My perspective is that, as you stated, the person is actually, in reality, physically thin. Their mental/emotional state though is such that they are confused and or deluded about reality.
Yes, all that is true -- but at the end of the day, "people's feelings are real." Not "real" in the "fact in evidence" way, but real to them. A person may feel frightened, and you may observe that there doesn't appear to be anything for them to be frightened about, but does your observation take away their fear? Of course not! They aren't inside your head.

I am trying to get people to understand something that I would have thought is really quite simple -- but apparently I'm wrong about the simplicity. Our experiences (that is, our conscious experiences) all take place in the 3+ lbs of grey matter between our ears. That is "where we exist," that is where our sense of our "self" exists -- and nowhere else. My sense of my own male gender is not in my penis or testicles. I'm aware of those, but they don't make me the conscious person that I am.

Thus, the therapist dealing with any issue, anorexia or gender dysphoria or anosognosia or even sexual orientation itself has to cope with the problem that our sense of our self is generally pretty fixed and unmalleable. That's why people with such issues are in therapy for so long -- often for their whole lives.

Now, there are some things that are not actually harmful. So the APA has determined that since homosexual orientation is extremely resistant to change, perhaps the best thing to do is just accept that since two men or women loving one another isn't actually doing anybody any harm, why bother to try to change them? Because it is well known that the effort to change them can be very harmful to those individuals indeed, and there's no need to do that harm.
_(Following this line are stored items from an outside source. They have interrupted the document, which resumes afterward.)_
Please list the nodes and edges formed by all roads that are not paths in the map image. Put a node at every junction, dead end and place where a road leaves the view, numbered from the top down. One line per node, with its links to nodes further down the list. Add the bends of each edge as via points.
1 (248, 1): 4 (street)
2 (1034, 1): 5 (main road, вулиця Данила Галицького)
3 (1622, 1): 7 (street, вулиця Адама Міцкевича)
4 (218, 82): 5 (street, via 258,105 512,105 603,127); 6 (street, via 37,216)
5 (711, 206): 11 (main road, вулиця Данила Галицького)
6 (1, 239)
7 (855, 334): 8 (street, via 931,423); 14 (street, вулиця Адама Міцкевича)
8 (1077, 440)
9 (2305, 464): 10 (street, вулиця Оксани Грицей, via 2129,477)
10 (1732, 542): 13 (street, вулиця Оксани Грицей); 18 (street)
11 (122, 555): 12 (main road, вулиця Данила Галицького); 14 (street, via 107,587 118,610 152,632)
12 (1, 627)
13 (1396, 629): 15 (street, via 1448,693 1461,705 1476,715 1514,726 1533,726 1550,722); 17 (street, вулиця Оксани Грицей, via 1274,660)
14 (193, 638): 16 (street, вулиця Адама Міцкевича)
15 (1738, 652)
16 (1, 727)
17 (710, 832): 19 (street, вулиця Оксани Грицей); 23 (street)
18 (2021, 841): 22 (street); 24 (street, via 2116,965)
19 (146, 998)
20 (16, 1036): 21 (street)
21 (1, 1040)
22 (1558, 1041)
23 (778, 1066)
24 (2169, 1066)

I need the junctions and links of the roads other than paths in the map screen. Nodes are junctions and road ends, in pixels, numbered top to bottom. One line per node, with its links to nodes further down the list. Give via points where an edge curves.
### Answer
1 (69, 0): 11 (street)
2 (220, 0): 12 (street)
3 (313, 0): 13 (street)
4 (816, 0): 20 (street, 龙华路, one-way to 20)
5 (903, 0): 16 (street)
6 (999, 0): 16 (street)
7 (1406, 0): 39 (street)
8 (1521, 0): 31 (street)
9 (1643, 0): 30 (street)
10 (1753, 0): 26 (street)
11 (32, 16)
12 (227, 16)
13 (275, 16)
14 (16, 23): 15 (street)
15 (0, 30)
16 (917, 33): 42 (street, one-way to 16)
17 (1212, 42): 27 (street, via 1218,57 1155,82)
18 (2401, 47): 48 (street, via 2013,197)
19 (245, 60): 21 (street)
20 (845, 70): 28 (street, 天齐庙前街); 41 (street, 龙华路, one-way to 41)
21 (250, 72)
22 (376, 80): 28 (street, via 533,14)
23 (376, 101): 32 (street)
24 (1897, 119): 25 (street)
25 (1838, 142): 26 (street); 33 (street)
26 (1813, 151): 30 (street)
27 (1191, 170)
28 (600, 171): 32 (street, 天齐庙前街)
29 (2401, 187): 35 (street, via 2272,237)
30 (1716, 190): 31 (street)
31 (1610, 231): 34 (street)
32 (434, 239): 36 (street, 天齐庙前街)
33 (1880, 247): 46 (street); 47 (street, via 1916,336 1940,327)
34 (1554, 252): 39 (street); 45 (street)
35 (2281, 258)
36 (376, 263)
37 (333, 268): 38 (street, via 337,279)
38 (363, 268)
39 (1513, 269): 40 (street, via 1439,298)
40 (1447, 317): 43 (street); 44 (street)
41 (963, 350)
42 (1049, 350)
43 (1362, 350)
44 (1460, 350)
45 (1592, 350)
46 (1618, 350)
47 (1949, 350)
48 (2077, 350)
For the anorexic, the therapist has a more difficult problem -- to simply accept the anorexic's reality and treat it with a diet is quite likely to kill the person. That would be, I hope, a no-go for all of us. And so the therapist has to try, knowing how hard it will be, to alter the person's perception of themself. And it all too often fails. I don't if you're old enough to remember the folk-rock couple "The Carpenters," but Karen Carpenter was one such -- and did in fact die, in part because of her anorexia that was so resistant to change.